*Task details*. Give back the data in full. Leave nothing out.

*Dataset entries*.
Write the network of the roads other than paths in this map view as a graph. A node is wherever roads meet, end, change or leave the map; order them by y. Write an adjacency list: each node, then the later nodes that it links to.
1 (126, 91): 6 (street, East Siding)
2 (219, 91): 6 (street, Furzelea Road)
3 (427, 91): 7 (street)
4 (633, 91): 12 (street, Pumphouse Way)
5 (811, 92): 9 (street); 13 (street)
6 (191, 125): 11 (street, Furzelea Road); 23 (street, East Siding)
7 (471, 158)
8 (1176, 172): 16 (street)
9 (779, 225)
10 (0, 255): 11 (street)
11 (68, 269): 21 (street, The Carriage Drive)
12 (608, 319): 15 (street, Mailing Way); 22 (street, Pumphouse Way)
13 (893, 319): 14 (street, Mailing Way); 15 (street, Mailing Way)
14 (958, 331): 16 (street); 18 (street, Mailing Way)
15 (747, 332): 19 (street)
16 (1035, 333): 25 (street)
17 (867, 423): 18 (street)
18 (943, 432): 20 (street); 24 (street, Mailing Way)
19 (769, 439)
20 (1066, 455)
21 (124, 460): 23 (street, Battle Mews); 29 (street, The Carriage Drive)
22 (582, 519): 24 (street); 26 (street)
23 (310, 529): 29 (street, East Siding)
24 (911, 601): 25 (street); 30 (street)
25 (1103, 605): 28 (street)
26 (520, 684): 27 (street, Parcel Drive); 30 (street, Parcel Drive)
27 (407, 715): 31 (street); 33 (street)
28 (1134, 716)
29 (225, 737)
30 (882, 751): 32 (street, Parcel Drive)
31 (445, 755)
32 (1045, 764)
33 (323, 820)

*Response to this task*.
Write the network of the roads other than paths in this map view as a graph. A node is wherever roads meet, end, change or leave the map; order them by y. Write an adjacency list: each node, then the later nodes that it links to.
1 (126, 91): 6 (street, East Siding)
2 (219, 91): 6 (street, Furzelea Road)
3 (427, 91): 7 (street)
4 (633, 91): 12 (street, Pumphouse Way)
5 (811, 92): 9 (street); 13 (street)
6 (191, 125): 11 (street, Furzelea Road); 23 (street, East Siding)
7 (471, 158)
8 (1176, 172): 16 (street)
9 (779, 225)
10 (0, 255): 11 (street)
11 (68, 269): 21 (street, The Carriage Drive)
12 (608, 319): 15 (street, Mailing Way); 22 (street, Pumphouse Way)
13 (893, 319): 14 (street, Mailing Way); 15 (street, Mailing Way)
14 (958, 331): 16 (street); 18 (street, Mailing Way)
15 (747, 332): 19 (street)
16 (1035, 333): 25 (street)
17 (867, 423): 18 (street)
18 (943, 432): 20 (street); 24 (street, Mailing Way)
19 (769, 439)
20 (1066, 455)
21 (124, 460): 23 (street, Battle Mews); 29 (street, The Carriage Drive)
22 (582, 519): 24 (street); 26 (street)
23 (310, 529): 29 (street, East Siding)
24 (911, 601): 25 (street); 30 (street)
25 (1103, 605): 28 (street)
26 (520, 684): 27 (street, Parcel Drive); 30 (street, Parcel Drive)
27 (407, 715): 31 (street); 33 (street)
28 (1134, 716)
29 (225, 737)
30 (882, 751): 32 (street, Parcel Drive)
31 (445, 755)
32 (1045, 764)
33 (323, 820)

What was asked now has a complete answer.